**Exercise aim**:
Each entry must be given again exactly; images do not belong in the copy.

**Exercise data**:

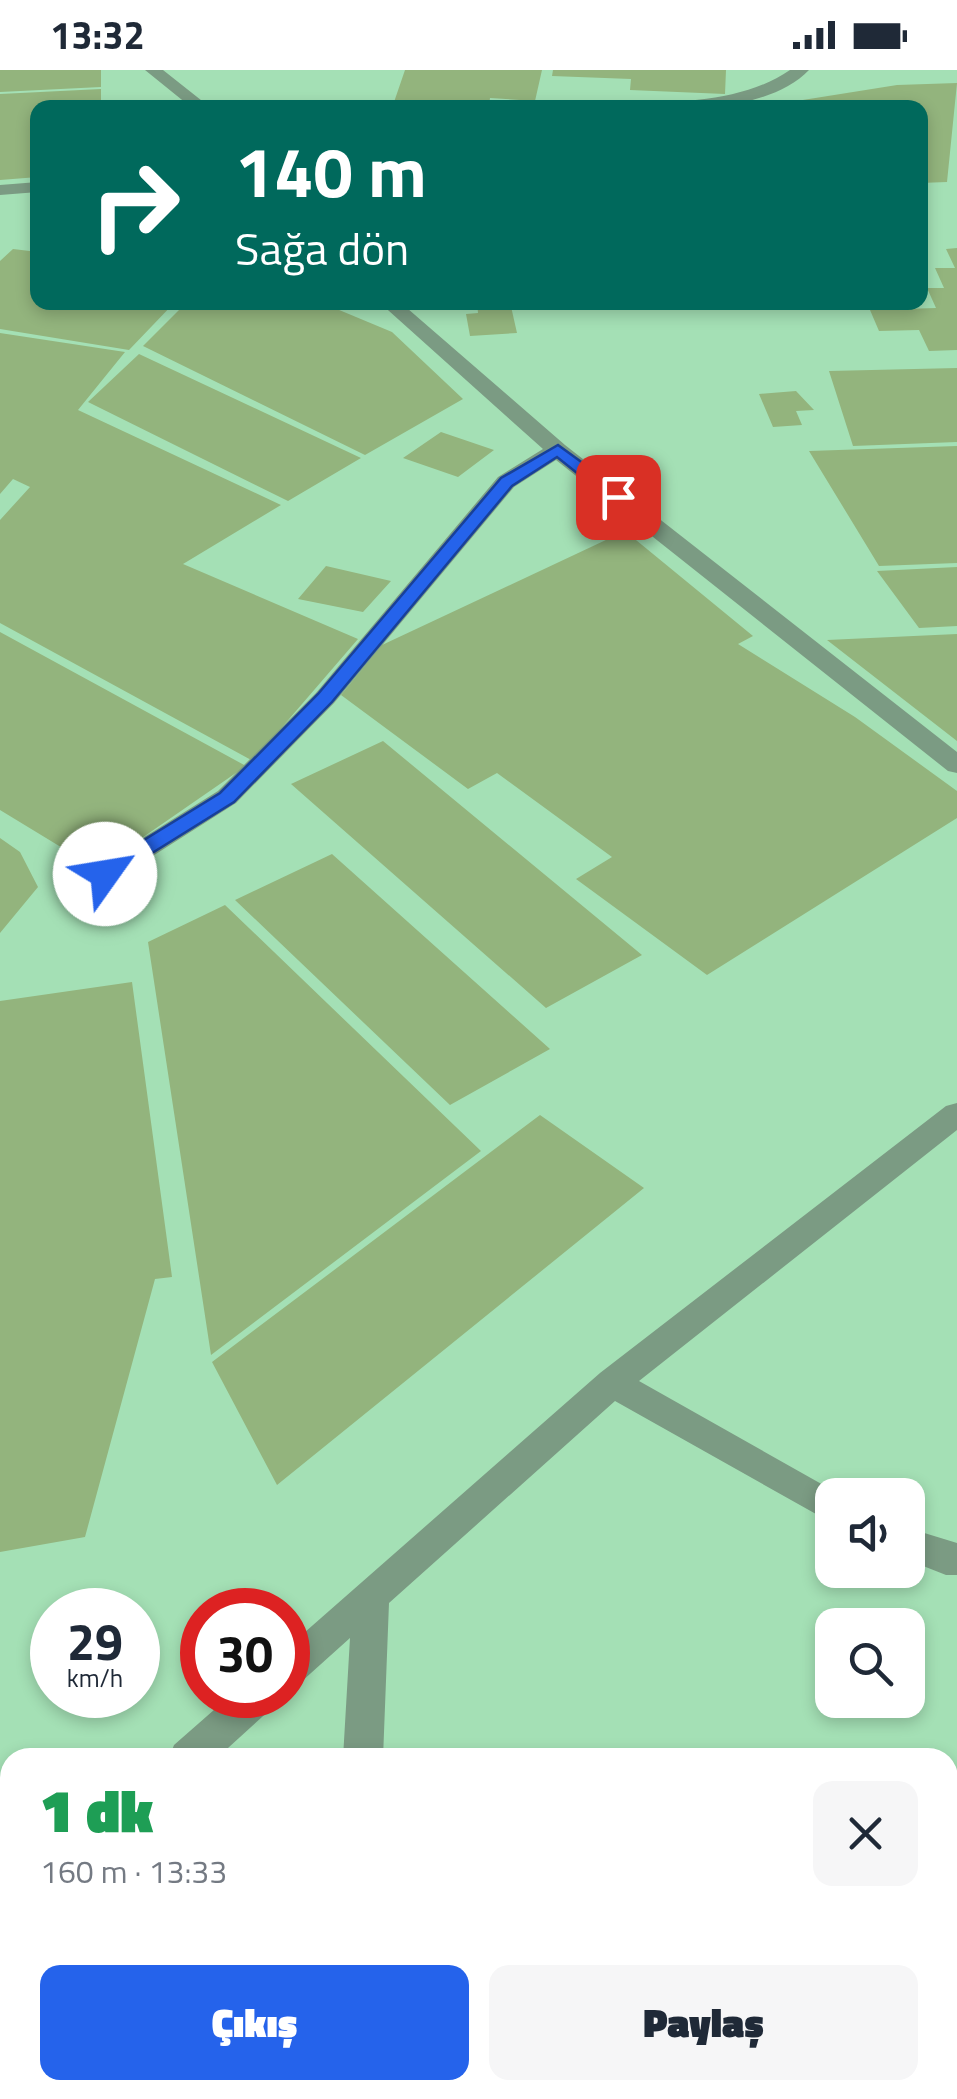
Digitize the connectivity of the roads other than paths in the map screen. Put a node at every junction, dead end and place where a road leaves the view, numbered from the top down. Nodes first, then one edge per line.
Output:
1 (153, 70) edge
2 (801, 70) edge
3 (192, 100) edge
4 (694, 100) edge
5 (30, 188) edge
6 (0, 190) edge
7 (397, 310) edge
8 (558, 450) junction
9 (957, 765) edge
10 (105, 874) dead end
11 (957, 1114) edge
12 (612, 1383) junction
13 (815, 1498) edge
14 (925, 1551) edge
15 (957, 1559) edge
16 (371, 1596) junction
17 (310, 1650) edge
18 (233, 1718) edge
19 (199, 1748) edge
20 (364, 1748) edge

1 - 3 street
2 - 4 street
5 - 6 street
7 - 8 street
8 - 9 street
8 - 10 street
11 - 12 street
12 - 13 street
12 - 16 street
14 - 15 street
16 - 17 street
16 - 20 street
18 - 19 street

**Exercise response**:
Digitize the connectivity of the roads other than paths in the map screen. Put a node at every junction, dead end and place where a road leaves the view, numbered from the top down. Nodes first, then one edge per line.
Output:
1 (153, 70) edge
2 (801, 70) edge
3 (192, 100) edge
4 (694, 100) edge
5 (30, 188) edge
6 (0, 190) edge
7 (397, 310) edge
8 (558, 450) junction
9 (957, 765) edge
10 (105, 874) dead end
11 (957, 1114) edge
12 (612, 1383) junction
13 (815, 1498) edge
14 (925, 1551) edge
15 (957, 1559) edge
16 (371, 1596) junction
17 (310, 1650) edge
18 (233, 1718) edge
19 (199, 1748) edge
20 (364, 1748) edge

1 - 3 street
2 - 4 street
5 - 6 street
7 - 8 street
8 - 9 street
8 - 10 street
11 - 12 street
12 - 13 street
12 - 16 street
14 - 15 street
16 - 17 street
16 - 20 street
18 - 19 street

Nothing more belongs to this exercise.